Novel Antibody-Drug Conjugate with Anti-CD26 Humanized Monoclonal Antibody and Transcription Factor IIH (TFIIH) Inhibitor, Triptolide, Inhibits Tumor Growth via Impairing mRNA Synthesis

Abstract

Here, we report a novel antibody drug conjugate (ADC) with the humanized anti-CD26 monoclonal antibody YS110 and triptolide (TR-1). YS110 has an inhibitory activity against the CD26-positive tumor growth via the immunological and direct pathway, such as intra-nuclear transportation of CD26 and YS110, and suppressed transcription of RNA polymerase II (Pol II) subunit POLR2A. The ADC conjugated with YS110 and an antitumor compound triptolide (TR-1), which is an inhibitor for TFIIH, one of the general transcription factors for Pol II was developed. YS110 and triptolide were crosslinked by the heterobifunctional linker succinimidyl 4-(N-maleimidomethyl)cyclohexane-1-carboxylate (SMCC) and designated Y-TR1. Antitumor efficacy of Y-TR1 against malignant mesothelioma and leukemia cell lines were assessed by the in vitro cell viability assay and in vivo assay using xenografted mouse models. Y-TR1 showed significant cytotoxicity against CD26-positive cell lines but not CD26-negative counterparts in a dose-dependent manner via suppression of mRNA synthesis by impairment of the Pol II activity. The tumors in xenografted mice administered Y-TR1 was smaller than that of the unconjugated YS110 treated mice without severe toxicity. In conclusion, the novel compound Y-TR1 showed antitumor properties against CD26-positive cancer cell lines both in vitro and in vivo without toxicity. The Y-TR1 is a unique antitumor ADC and functions against Pol II.

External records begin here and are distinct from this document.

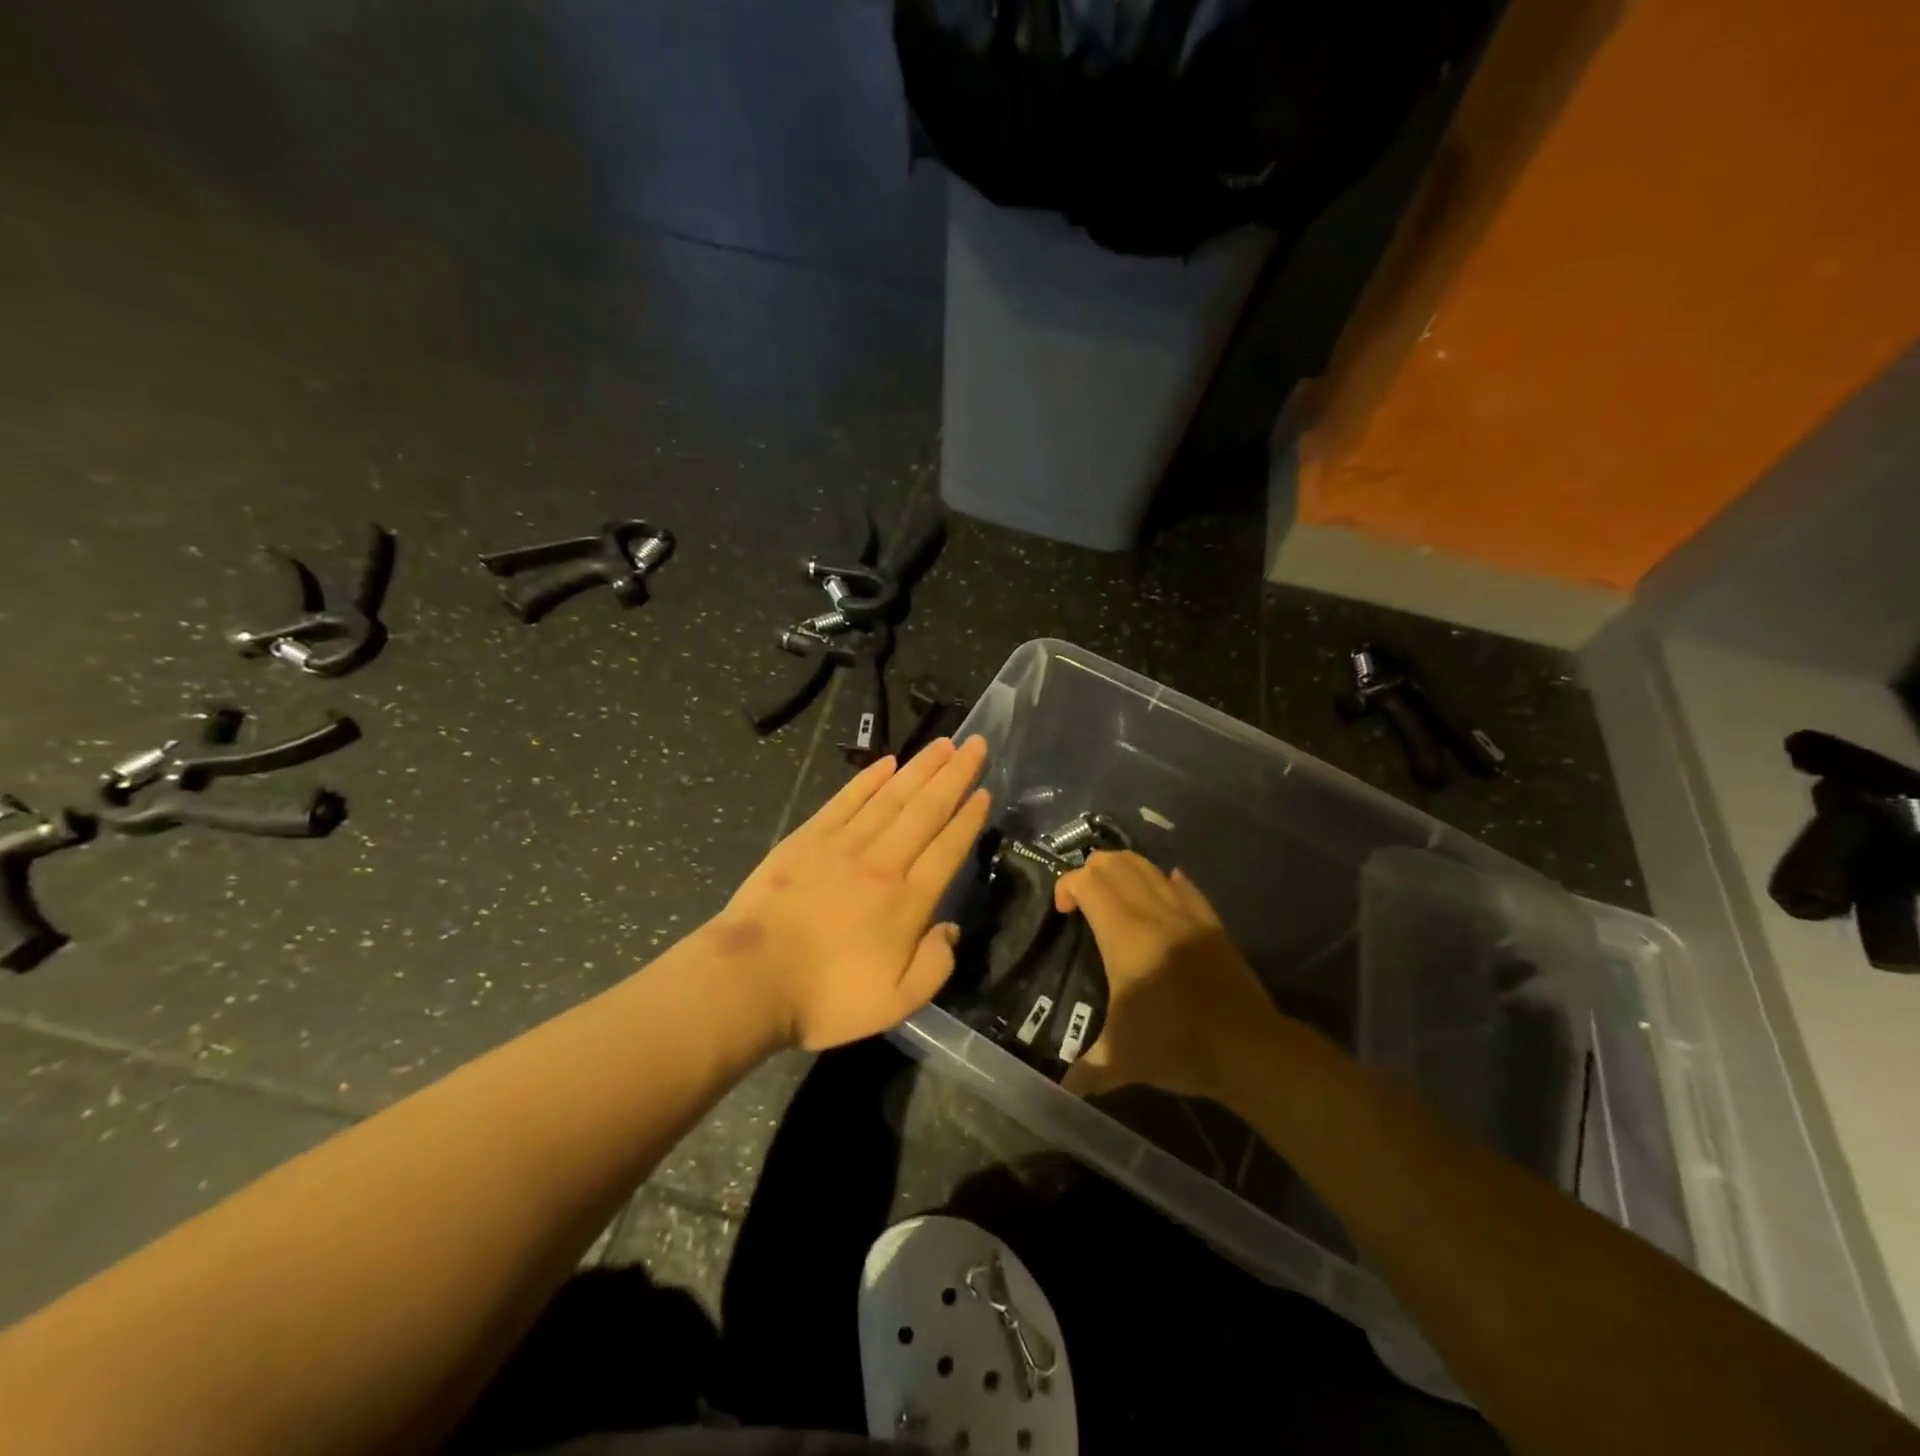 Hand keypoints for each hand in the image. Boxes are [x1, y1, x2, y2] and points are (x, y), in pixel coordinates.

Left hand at [708, 737, 990, 1050]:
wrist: (750, 980)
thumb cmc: (825, 997)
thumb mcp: (897, 1002)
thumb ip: (935, 965)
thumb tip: (950, 928)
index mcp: (907, 901)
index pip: (948, 848)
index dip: (969, 818)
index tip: (985, 791)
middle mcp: (883, 862)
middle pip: (926, 810)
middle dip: (955, 775)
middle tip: (976, 744)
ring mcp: (843, 845)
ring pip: (892, 796)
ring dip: (921, 768)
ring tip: (944, 743)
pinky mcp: (808, 838)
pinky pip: (847, 799)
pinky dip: (869, 779)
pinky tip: (888, 762)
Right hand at [1054, 851, 1289, 1101]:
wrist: (1248, 1049)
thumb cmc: (1176, 1045)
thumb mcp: (1121, 1061)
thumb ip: (1086, 1070)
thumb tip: (1061, 1091)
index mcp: (1123, 934)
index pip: (1086, 881)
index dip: (1066, 885)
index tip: (1063, 911)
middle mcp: (1152, 912)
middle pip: (1115, 863)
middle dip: (1091, 871)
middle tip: (1083, 900)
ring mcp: (1186, 913)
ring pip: (1148, 867)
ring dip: (1124, 869)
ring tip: (1115, 896)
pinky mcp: (1212, 922)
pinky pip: (1184, 886)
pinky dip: (1164, 881)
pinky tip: (1162, 891) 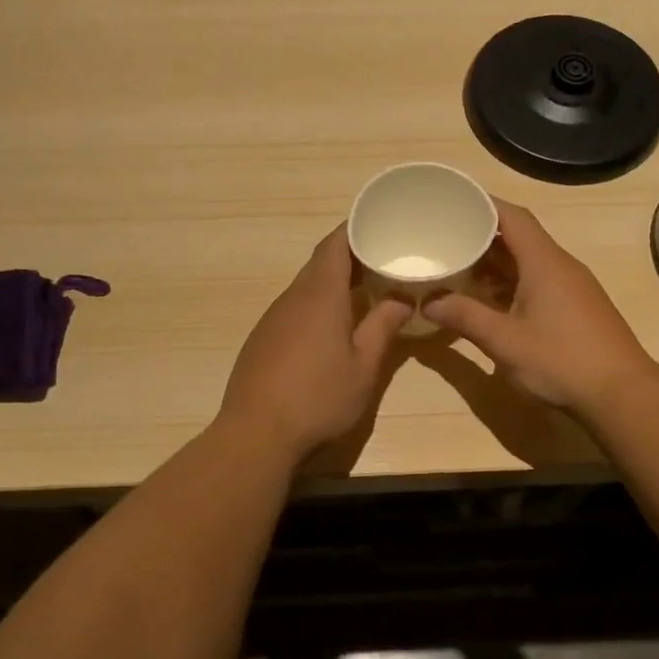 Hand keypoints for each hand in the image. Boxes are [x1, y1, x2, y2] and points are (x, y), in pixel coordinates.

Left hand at [217, 226, 411, 462]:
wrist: (256, 433)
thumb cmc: (318, 398)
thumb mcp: (363, 366)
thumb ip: (383, 327)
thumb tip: (402, 297)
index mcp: (320, 295)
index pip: (335, 244)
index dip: (356, 229)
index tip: (380, 225)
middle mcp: (292, 298)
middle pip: (320, 263)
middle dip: (351, 257)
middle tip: (383, 261)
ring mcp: (272, 319)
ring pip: (306, 287)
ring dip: (333, 284)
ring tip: (364, 293)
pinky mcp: (262, 339)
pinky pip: (293, 309)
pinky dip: (316, 305)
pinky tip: (330, 329)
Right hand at [423, 201, 658, 414]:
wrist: (622, 395)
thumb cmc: (561, 360)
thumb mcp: (504, 340)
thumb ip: (465, 317)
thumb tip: (428, 302)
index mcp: (544, 262)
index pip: (512, 216)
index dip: (482, 205)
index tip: (453, 203)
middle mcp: (561, 266)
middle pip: (519, 237)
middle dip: (482, 237)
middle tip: (446, 240)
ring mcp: (573, 287)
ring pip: (529, 262)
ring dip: (496, 264)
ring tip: (460, 271)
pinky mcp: (577, 308)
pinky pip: (539, 282)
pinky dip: (512, 284)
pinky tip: (491, 303) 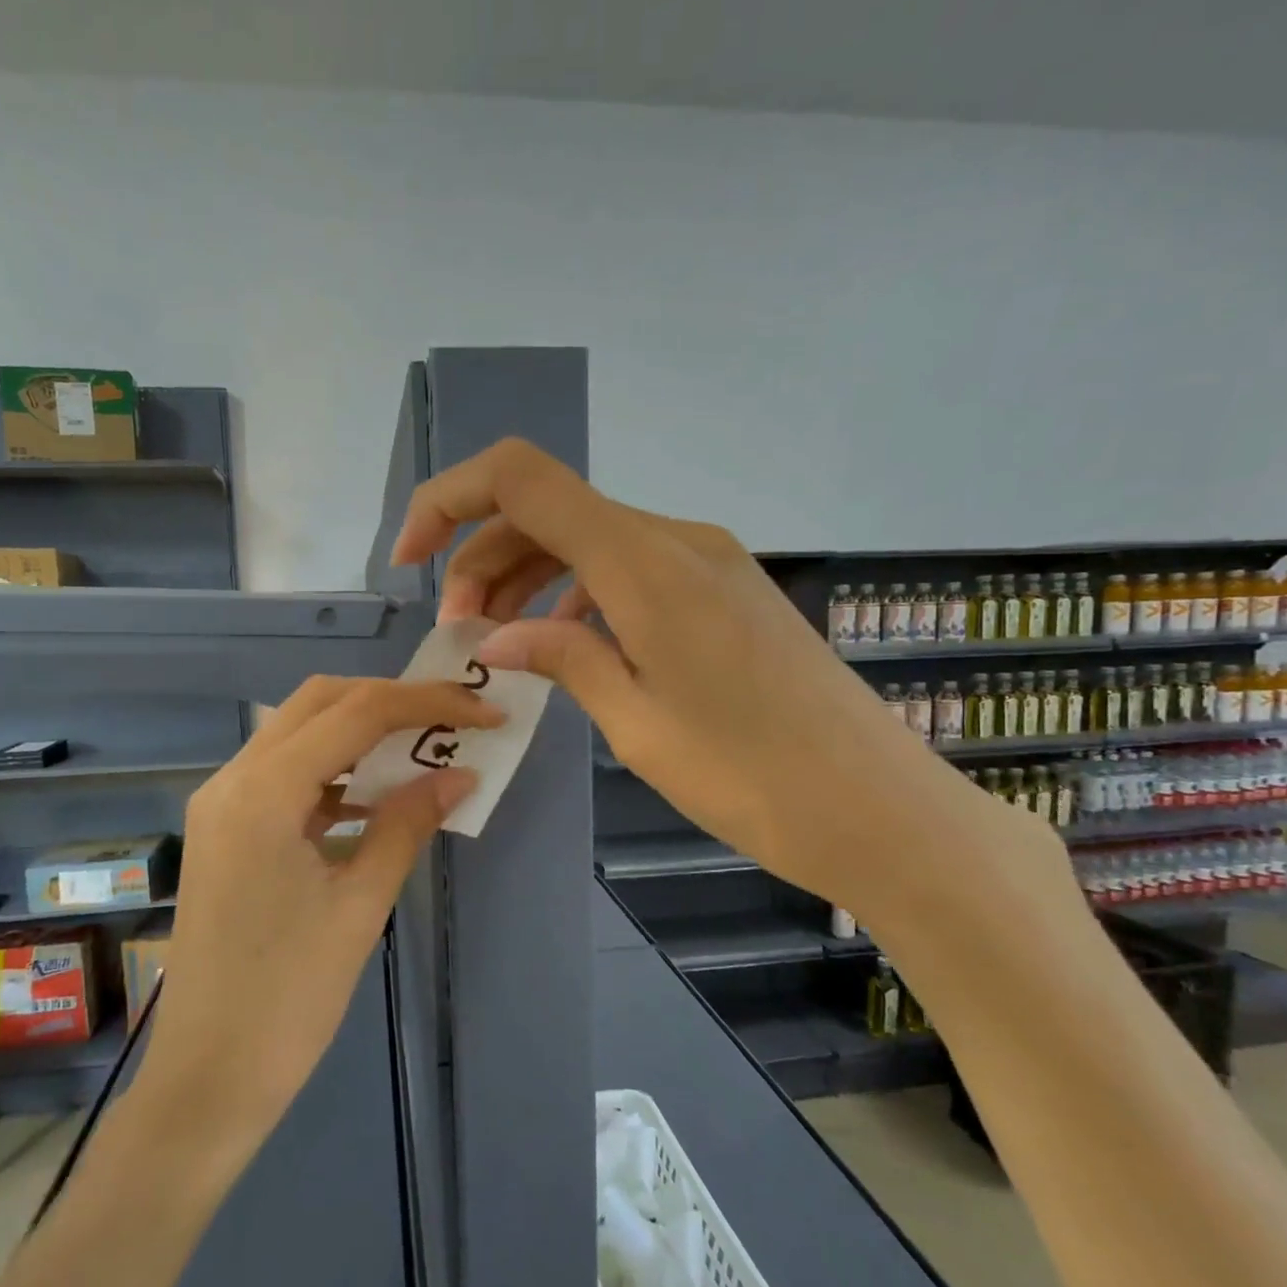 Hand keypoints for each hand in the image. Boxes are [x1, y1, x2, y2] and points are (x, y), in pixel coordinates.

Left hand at [144, 677, 499, 1138]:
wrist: (208, 1078)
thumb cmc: (289, 998)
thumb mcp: (361, 904)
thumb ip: (408, 824)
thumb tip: (459, 774)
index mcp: (262, 791)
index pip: (355, 712)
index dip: (427, 703)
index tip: (484, 712)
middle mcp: (232, 779)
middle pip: (319, 702)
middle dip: (390, 700)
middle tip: (452, 719)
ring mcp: (222, 803)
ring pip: (299, 731)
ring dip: (361, 729)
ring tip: (423, 747)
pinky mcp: (225, 829)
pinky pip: (285, 773)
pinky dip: (334, 768)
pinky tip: (374, 794)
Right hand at [390, 438, 1032, 920]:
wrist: (877, 807)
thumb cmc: (750, 777)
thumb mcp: (636, 723)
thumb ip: (563, 659)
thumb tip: (504, 635)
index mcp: (645, 562)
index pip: (523, 479)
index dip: (448, 500)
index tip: (408, 561)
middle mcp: (676, 540)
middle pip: (550, 510)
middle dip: (483, 558)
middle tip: (460, 633)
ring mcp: (707, 562)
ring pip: (589, 540)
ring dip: (530, 578)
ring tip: (500, 641)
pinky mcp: (725, 592)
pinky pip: (631, 570)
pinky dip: (580, 595)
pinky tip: (568, 646)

Keywords: CD26; RNA polymerase II; antibody drug conjugate; malignant mesothelioma; targeted therapy; triptolide.

Figure 1

Structural formula of triptolide and conjugation protocol of Y-TR1 (SMCC). Triptolide was modified by a sulfhydryl (SH) group and was provided as an S-S dimer for chemical stability. The SH group-induced triptolide was designated TR1. The S-S bond was reduced to the SH monomer by the tris(2-carboxyethyl) phosphine (TCEP) reducing gel just before reaction. The humanized anti-CD26 monoclonal antibody YS110 was modified by the heterobifunctional linker SMCC. SMCC-modified YS110 and TR1 monomers were mixed and allowed to react overnight and purified. See Methods for details.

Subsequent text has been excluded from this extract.